- **Work instructions**
Wherever the string "lane" shows up in the records below, return that line.

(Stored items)
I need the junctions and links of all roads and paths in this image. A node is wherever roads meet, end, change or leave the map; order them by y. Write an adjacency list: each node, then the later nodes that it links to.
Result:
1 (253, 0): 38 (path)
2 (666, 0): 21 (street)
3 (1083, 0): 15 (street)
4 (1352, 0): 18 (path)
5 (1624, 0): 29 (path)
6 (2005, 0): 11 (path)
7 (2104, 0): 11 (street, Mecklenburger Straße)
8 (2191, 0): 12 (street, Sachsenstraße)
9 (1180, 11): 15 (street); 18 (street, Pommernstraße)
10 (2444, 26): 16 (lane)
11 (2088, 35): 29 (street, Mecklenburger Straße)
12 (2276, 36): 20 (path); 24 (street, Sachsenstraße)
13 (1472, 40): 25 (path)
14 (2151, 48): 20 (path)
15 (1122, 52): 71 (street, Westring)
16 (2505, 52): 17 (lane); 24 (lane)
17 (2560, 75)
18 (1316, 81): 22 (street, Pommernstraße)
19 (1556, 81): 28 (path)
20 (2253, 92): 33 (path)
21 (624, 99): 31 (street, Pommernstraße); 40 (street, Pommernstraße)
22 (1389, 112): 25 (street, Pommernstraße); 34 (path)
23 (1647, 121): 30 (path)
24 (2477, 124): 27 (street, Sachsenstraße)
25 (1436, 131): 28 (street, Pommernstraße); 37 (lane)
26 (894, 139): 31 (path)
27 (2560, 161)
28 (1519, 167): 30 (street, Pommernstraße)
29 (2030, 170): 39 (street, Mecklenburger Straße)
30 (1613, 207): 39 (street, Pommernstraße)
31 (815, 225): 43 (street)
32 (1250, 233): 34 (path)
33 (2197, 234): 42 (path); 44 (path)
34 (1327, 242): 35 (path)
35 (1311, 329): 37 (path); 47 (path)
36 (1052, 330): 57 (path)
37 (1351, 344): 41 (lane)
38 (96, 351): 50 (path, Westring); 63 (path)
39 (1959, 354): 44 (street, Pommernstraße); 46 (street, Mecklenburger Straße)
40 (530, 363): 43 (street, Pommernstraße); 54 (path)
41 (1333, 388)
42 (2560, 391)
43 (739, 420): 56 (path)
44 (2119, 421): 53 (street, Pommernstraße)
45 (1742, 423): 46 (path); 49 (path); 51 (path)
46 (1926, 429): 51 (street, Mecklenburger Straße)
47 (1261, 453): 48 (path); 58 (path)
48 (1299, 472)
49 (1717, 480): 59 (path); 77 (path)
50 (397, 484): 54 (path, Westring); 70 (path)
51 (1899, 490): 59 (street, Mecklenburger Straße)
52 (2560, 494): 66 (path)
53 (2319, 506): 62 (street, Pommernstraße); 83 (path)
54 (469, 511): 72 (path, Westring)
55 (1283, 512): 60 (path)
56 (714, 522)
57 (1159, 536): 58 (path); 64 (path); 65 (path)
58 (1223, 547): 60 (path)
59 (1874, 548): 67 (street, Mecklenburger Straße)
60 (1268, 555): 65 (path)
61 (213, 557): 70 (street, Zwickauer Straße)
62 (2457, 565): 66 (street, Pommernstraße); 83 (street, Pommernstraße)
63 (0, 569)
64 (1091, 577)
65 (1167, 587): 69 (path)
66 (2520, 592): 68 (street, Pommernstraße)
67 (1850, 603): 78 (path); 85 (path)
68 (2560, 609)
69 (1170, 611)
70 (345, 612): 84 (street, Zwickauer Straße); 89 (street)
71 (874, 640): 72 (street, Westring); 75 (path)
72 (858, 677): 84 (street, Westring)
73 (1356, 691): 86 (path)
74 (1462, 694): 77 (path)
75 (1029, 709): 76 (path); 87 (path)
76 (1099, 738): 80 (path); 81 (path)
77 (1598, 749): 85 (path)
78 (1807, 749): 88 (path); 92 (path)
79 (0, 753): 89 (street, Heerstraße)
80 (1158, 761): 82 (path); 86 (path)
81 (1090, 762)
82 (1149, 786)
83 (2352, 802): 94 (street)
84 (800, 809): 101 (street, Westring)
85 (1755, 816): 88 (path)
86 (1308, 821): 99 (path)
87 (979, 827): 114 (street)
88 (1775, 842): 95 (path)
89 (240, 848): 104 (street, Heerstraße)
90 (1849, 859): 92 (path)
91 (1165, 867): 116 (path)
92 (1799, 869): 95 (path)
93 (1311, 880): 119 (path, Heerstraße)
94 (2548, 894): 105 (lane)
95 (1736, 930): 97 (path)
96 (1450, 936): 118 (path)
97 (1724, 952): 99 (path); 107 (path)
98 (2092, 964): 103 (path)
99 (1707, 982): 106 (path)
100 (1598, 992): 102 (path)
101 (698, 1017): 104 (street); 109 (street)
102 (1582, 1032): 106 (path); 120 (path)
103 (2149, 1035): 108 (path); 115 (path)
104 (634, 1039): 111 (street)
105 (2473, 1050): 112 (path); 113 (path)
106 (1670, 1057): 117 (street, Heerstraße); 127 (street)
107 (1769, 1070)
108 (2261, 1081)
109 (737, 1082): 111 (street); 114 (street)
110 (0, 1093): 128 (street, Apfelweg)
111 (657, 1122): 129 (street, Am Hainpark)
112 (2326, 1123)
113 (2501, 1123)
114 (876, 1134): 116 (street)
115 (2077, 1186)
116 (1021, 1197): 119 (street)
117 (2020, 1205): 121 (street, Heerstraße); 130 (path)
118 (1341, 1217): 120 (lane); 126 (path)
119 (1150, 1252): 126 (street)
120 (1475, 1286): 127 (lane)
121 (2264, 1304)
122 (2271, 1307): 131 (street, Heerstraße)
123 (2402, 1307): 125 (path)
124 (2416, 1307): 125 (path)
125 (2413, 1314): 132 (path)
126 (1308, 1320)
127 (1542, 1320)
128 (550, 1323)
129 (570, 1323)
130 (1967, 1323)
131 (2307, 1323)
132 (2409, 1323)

- **Task response**
10 (2444, 26): 16 (lane)
16 (2505, 52): 17 (lane); 24 (lane)
25 (1436, 131): 28 (street, Pommernstraße); 37 (lane)
37 (1351, 344): 41 (lane)
94 (2548, 894): 105 (lane)
118 (1341, 1217): 120 (lane); 126 (path)
120 (1475, 1286): 127 (lane)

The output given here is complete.